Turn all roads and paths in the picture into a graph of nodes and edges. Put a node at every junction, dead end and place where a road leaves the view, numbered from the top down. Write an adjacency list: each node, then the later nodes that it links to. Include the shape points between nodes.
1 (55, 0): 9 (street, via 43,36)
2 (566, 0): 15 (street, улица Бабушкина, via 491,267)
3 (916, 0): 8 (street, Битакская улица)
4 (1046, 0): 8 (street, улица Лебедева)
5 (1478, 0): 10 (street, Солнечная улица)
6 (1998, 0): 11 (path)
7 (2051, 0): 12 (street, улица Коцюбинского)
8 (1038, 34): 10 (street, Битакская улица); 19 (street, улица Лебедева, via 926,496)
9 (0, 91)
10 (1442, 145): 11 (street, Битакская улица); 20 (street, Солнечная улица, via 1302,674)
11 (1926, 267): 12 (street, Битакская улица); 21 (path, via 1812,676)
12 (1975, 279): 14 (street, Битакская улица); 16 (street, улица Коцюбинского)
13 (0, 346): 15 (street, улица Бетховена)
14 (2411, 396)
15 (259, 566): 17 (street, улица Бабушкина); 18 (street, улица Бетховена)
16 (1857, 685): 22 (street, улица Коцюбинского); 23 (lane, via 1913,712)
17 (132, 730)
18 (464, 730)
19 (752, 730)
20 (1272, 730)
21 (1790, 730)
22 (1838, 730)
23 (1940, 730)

**ACTIVITY:** For this exercise, all the data must be repeated exactly.

**RESPONSE TO THE TASK:**
Turn all roads and paths in the picture into a graph of nodes and edges. Put a node at every junction, dead end and place where a road leaves the view, numbered from the top down. Write an adjacency list: each node, then the later nodes that it links to. Include the shape points between nodes.
1 (55, 0): 9 (street, via 43,36)
2 (566, 0): 15 (street, улица Бабушкина, via 491,267)
3 (916, 0): 8 (street, Битакская улица)
4 (1046, 0): 8 (street, улица Лебедева)
5 (1478, 0): 10 (street, Солнечная улица)
6 (1998, 0): 11 (path)
7 (2051, 0): 12 (street, улица Коцюбинского)
8 (1038, 34): 10 (street, Битакская улица); 19 (street, улица Лебедева, via 926,496)
9 (0, 91)
10 (1442, 145): 11 (street, Битакская улица); 20 (street, Солнечная улица, via 1302,674)
11 (1926, 267): 12 (street, Битакская улица); 21 (path, via 1812,676)
12 (1975, 279): 14 (street, Битакская улица); 16 (street, улица Коцюбинского)
13 (0, 346): 15 (street, улица Бетховена)
14 (2411, 396)
15 (259, 566): 17 (street, улица Бабушкина); 18 (street, улица Бетховена)
16 (1857, 685): 22 (street, улица Коцюбинского); 23 (lane, via 1913,712)
17 (132, 730)
18 (464, 730)
19 (752, 730)
20 (1272, 730)
21 (1790, 730)
22 (1838, 730)
23 (1940, 730)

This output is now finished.